Justiça suspende instalação de condomínio na Josmar Pinto por risco ambiental e arqueológico  

Decisão aponta que as obras colocam em risco APP do Rio Amazonas e sítio arqueológico na região. Ação do MP declara que o licenciamento do Condomínio Samaúma foi liberado em apenas 24 horas

Imagem ilustrativa

O juiz Robson Timóteo Damasceno, da 1ª Vara de Fazenda Pública de Macapá, suspendeu a licença ambiental concedida para a implantação do Condomínio Samaúma, no Km 6 da Rodovia Josmar Chaves Pinto, em Macapá.

O ConectAmapa tenta contato com a empresa dona do empreendimento. O espaço está aberto para manifestação.

A decisão liminar atende a uma ação civil pública ajuizada pelo Ministério Público do Amapá (MP-AP), que apontou possíveis irregularidades no processo de licenciamento, caracterizando risco de danos ambientais e arqueológicos que poderiam ser de difícil ou até impossível reparação.

O caso ocorre em um momento de forte expansão imobiliária na capital, com a implantação de novos condomínios avançando sobre áreas de vegetação que antes permaneciam no entorno de Macapá. 

A transformação dessas áreas para abertura de ruas, lotes e construção de moradias vem reduzindo espaços verdes e pressionando áreas ambientalmente sensíveis.

Segundo a decisão, o pedido de licenciamento do empreendimento foi apresentado em 12 de novembro de 2025. No dia seguinte, 13 de novembro, houve despacho autorizando a emissão das licenças, mediante pagamento da taxa.

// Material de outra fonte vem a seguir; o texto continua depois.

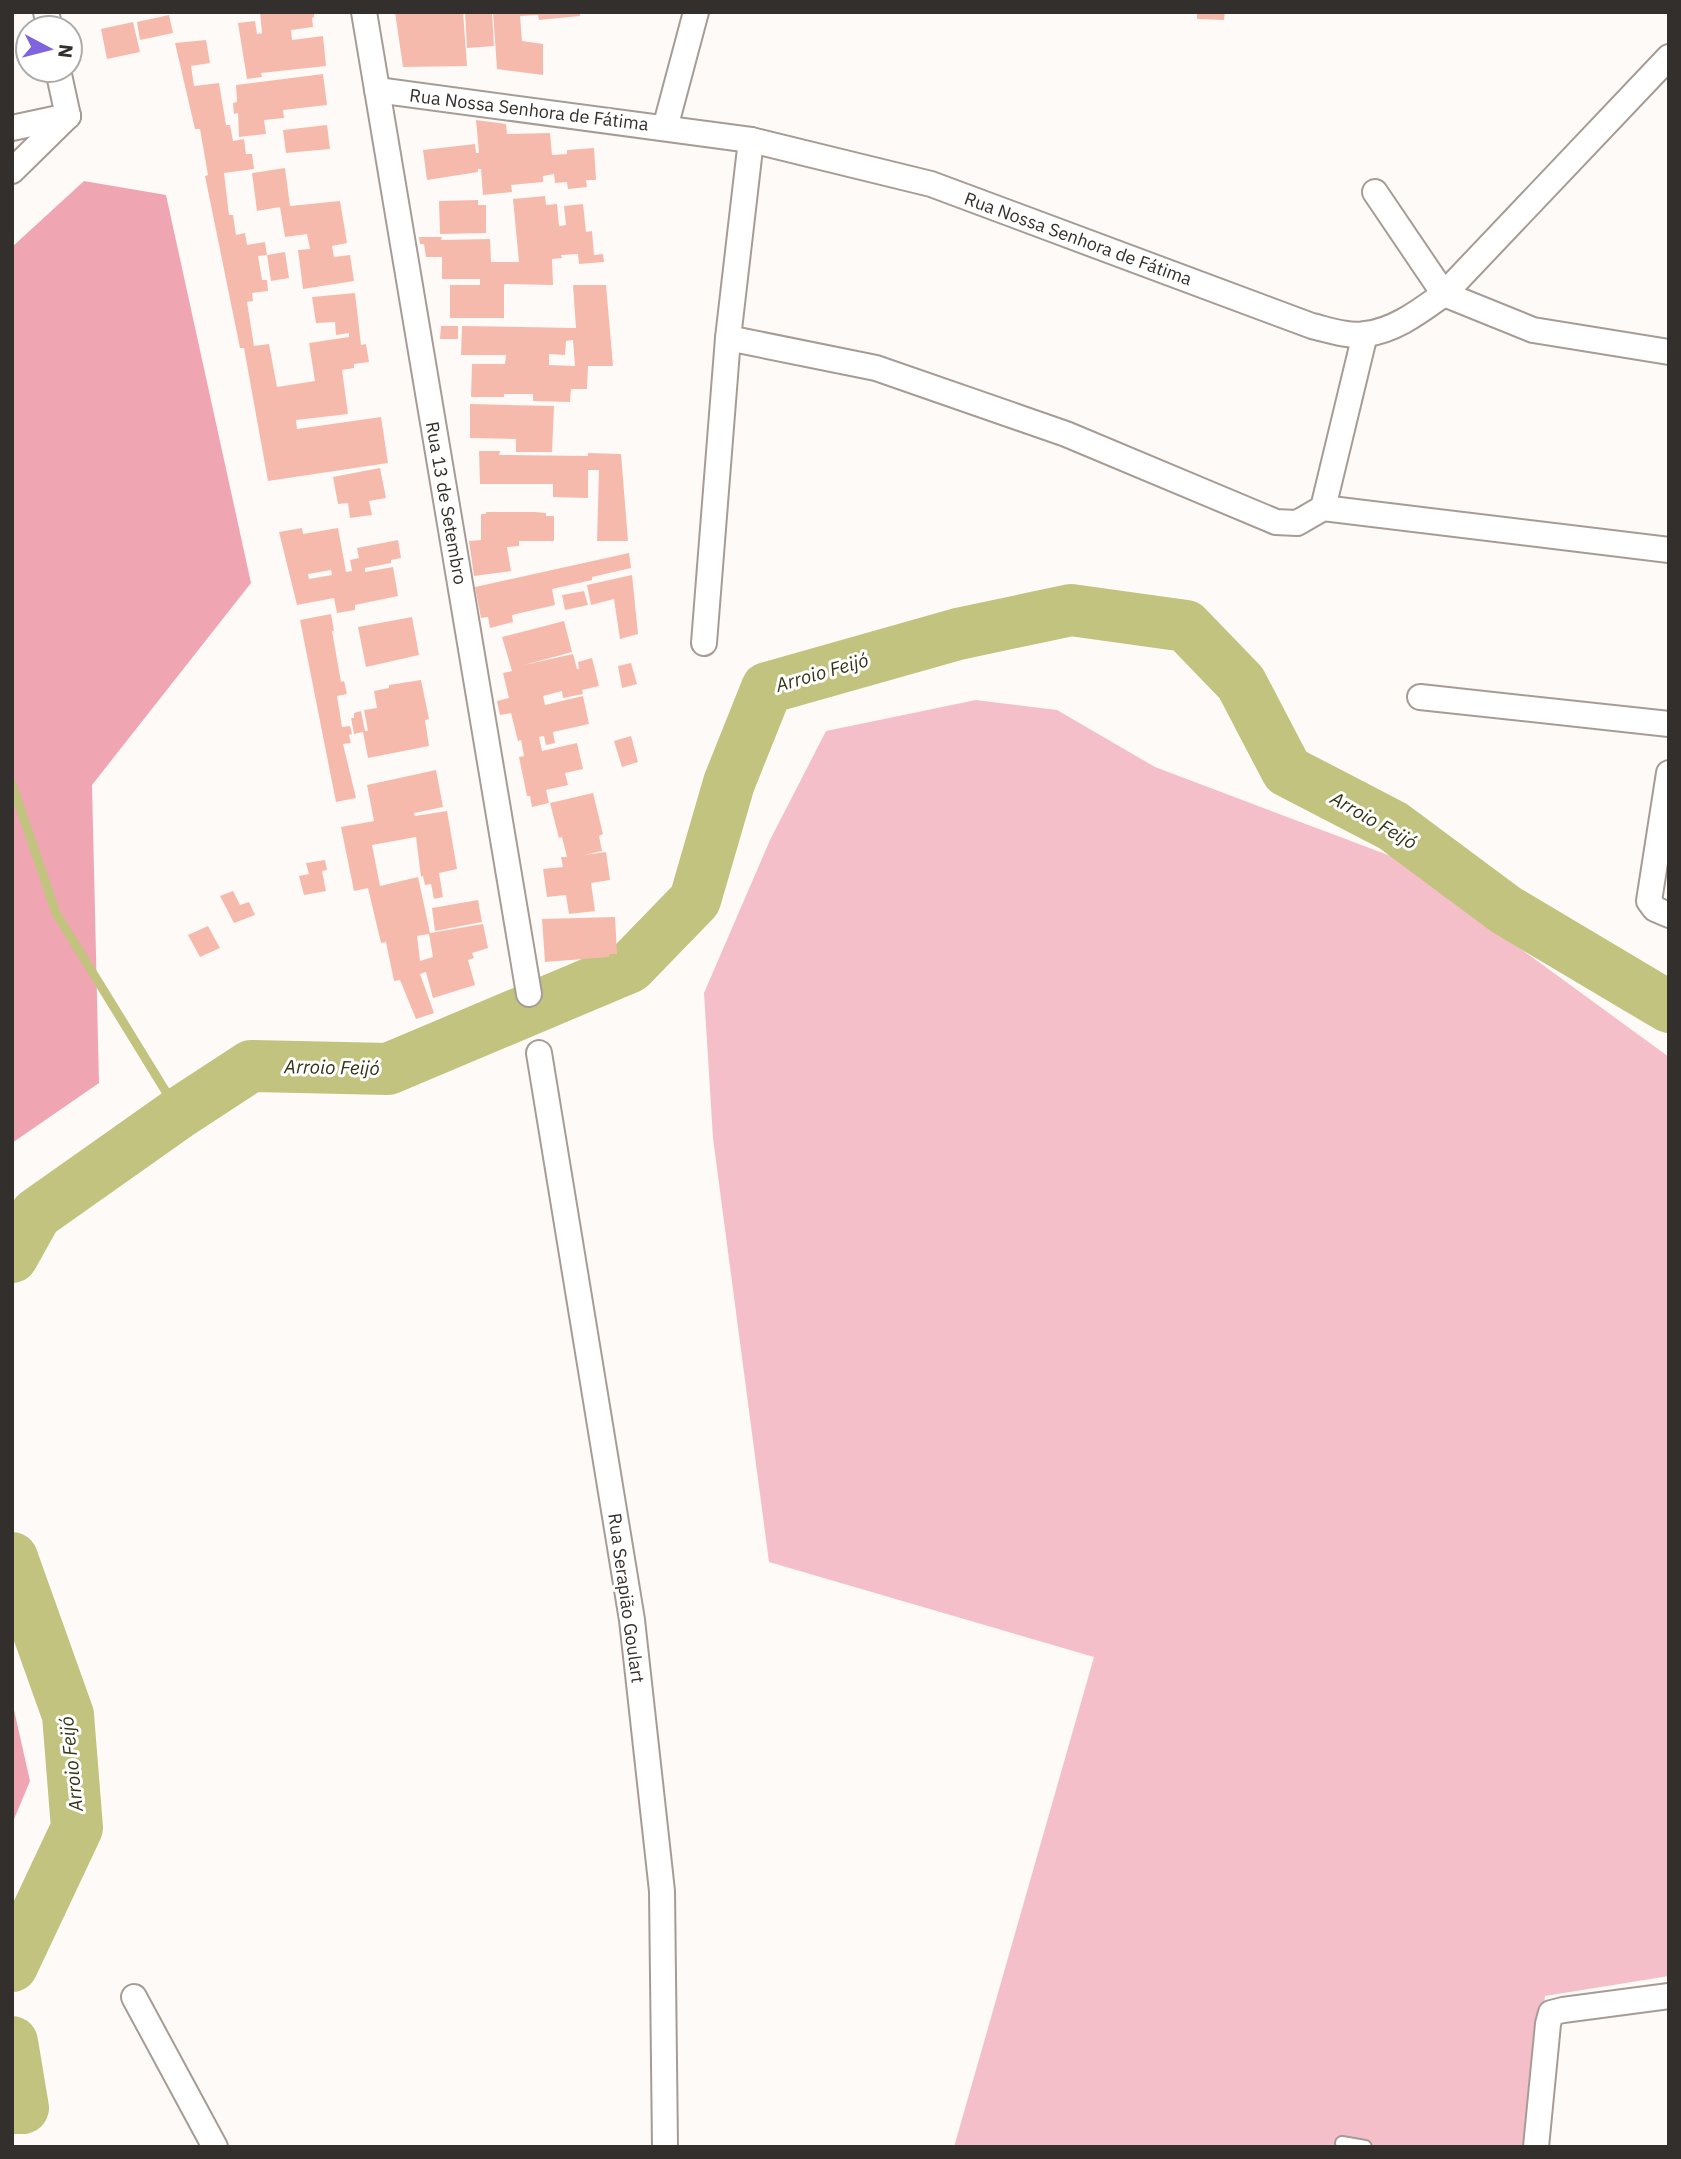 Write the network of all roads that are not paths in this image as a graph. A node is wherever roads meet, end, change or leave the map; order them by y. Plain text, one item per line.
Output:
1 (364, 12) edge
2 (696, 12) edge
3 (1669, 57) edge
4 (61, 84) edge
5 (377, 90) junction
6 (68, 116) junction
7 (12, 128) edge
8 (665, 128) junction
9 (751, 140) junction
10 (12, 171) edge
11 (1375, 192) dead end
12 (1444, 294) junction
13 (1365, 334) junction
14 (728, 338) junction
15 (1669, 352) edge
16 (1323, 508) junction
17 (1669, 550) edge
18 (704, 643) dead end
19 (1420, 697) dead end
20 (1669, 724) edge
21 (1669, 773) edge
22 (1669, 915) edge
23 (529, 993) dead end
24 (539, 1053) dead end
25 (1669, 1996) edge
26 (134, 1997) dead end
27 (1342, 2143) dead end
28 (215, 2147) edge
29 (665, 2147) edge
30 (1365, 2147) edge
31 (1536, 2147) edge

1 - 5 street, Rua 13 de Setembro
2 - 8 street
3 - 12 street, Rua Nossa Senhora de Fátima
4 - 6 street
5 - 8 street, Rua Nossa Senhora de Fátima
5 - 23 street, Rua 13 de Setembro
6 - 7 street
6 - 10 street
8 - 9 street, Rua Nossa Senhora de Fátima
9 - 13 street, Rua Nossa Senhora de Fátima
9 - 14 street
11 - 12 street
12 - 13 street, Rua Nossa Senhora de Fátima
12 - 15 street
13 - 16 street
14 - 16 street
14 - 18 street
16 - 17 street
19 - 20 street
21 - 22 street
24 - 29 street, Rua Serapião Goulart
25 - 31 street
26 - 28 street
27 - 30 lane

Um dos pontos que chamou a atenção do Judiciário foi justamente a rapidez do procedimento, e a suspeita de que a Secretaria de Meio Ambiente de Macapá (Semam) não fez a vistoria técnica prévia. 

As licenças, narrou o MP na ação, a vistoria no local poderia avaliar, de forma compatível com o tamanho do empreendimento, os impactos sobre a vegetação, a fauna e o patrimônio arqueológico.

O MP-AP também apresentou documentos e arquivos georreferenciados indicando sobreposição da área do condomínio com a Área de Preservação Permanente (APP) do Rio Amazonas e com a área de influência do sítio arqueológico AP 28 – CT-UEAP.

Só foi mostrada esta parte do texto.